- **What you will do**
Nothing but the records, copied exactly and stripped of pictures, should be in the answer.

- **Data to use**

※ ※ ※

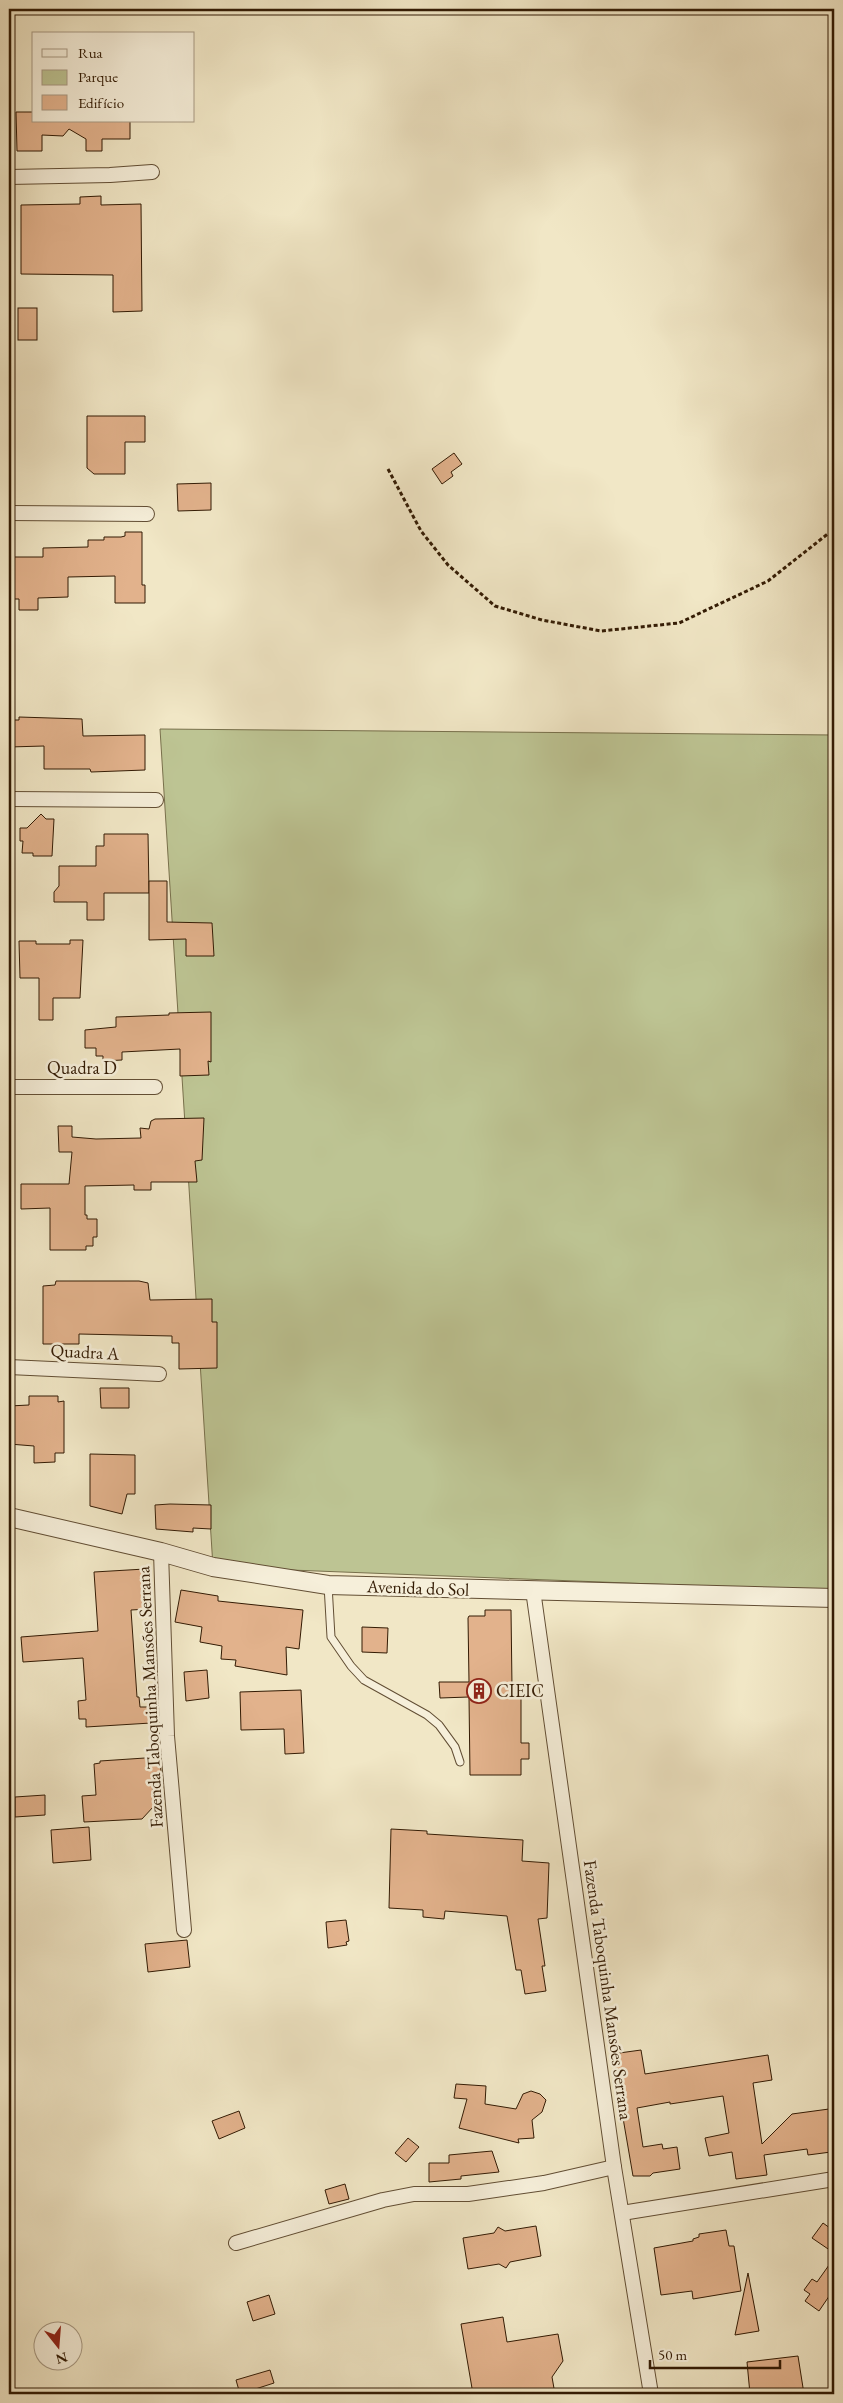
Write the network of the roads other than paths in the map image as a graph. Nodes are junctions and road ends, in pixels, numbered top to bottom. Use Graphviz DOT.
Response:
graph roads {
  1 [pos="152,172"];
  2 [pos="9,177"];
  3 [pos="9,513"];
  4 [pos="147,514"];
  5 [pos="9,799"];
  6 [pos="156,800"];
  7 [pos="9,1087"];
  8 [pos="155,1087"];
  9 [pos="9,1367"];
  10 [pos="159,1374"];
  11 [pos="9,1518"];
  12 [pos="161,1552"];
  13 [pos="328,1585"];
  14 [pos="533,1590"];
  15 [pos="834,1598"];
  16 [pos="460,1762"];
  17 [pos="184,1930"];
  18 [pos="614,2167"];
  19 [pos="834,2179"];
  20 [pos="622,2213"];
  21 [pos="236,2243"];
  22 [pos="651,2394"];
  1 -- 2 [label="street"];
  3 -- 4 [label="street"];
  5 -- 6 [label="street"];
  7 -- 8 [label="street, Quadra D"];
  9 -- 10 [label="street, Quadra A"];
  11 -- 12 [label="street, Avenida do Sol"];
  12 -- 13 [label="street, Avenida do Sol"];
  12 -- 17 [label="street, Fazenda Taboquinha Mansões Serrana"];
  13 -- 14 [label="street, Avenida do Sol"];
  13 -- 16 [label="lane"];
  14 -- 15 [label="street, Avenida do Sol"];
  14 -- 18 [label="street, Fazenda Taboquinha Mansões Serrana"];
  18 -- 20 [label="street, Fazenda Taboquinha Mansões Serrana"];
  18 -- 21 [label="street"];
  19 -- 20 [label="street"];
  20 -- 22 [label="street, Fazenda Taboquinha Mansões Serrana"];
}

※ ※ ※

- **Exercise solution**
Write the network of the roads other than paths in the map image as a graph. Nodes are junctions and road ends, in pixels, numbered top to bottom. Use Graphviz DOT.
Response:
graph roads {
  1 [pos="152,172"];
  2 [pos="9,177"];
  3 [pos="9,513"];
  4 [pos="147,514"];
  5 [pos="9,799"];
  6 [pos="156,800"];
  7 [pos="9,1087"];
  8 [pos="155,1087"];
  9 [pos="9,1367"];
  10 [pos="159,1374"];
  11 [pos="9,1518"];
  12 [pos="161,1552"];
  13 [pos="328,1585"];
  14 [pos="533,1590"];
  15 [pos="834,1598"];
  16 [pos="460,1762"];
  17 [pos="184,1930"];
  18 [pos="614,2167"];
  19 [pos="834,2179"];
  20 [pos="622,2213"];
  21 [pos="236,2243"];
  22 [pos="651,2394"];
  1 -- 2 [label="street"];
  3 -- 4 [label="street"];
  5 -- 6 [label="street"];
  7 -- 8 [label="street, Quadra D"];
  9 -- 10 [label="street, Quadra A"];
  11 -- 12 [label="street, Avenida do Sol"];
  12 -- 13 [label="street, Avenida do Sol"];
  12 -- 17 [label="street, Fazenda Taboquinha Mansões Serrana"];
  13 -- 14 [label="street, Avenida do Sol"];
  13 -- 16 [label="lane"];
  14 -- 15 [label="street, Avenida do Sol"];
  14 -- 18 [label="street, Fazenda Taboquinha Mansões Serrana"];
  18 -- 20 [label="street, Fazenda Taboquinha Mansões Serrana"];
  18 -- 21 [label="street"];
  19 -- 20 [label="street"];
  20 -- 22 [label="street, Fazenda Taboquinha Mansões Serrana"];
}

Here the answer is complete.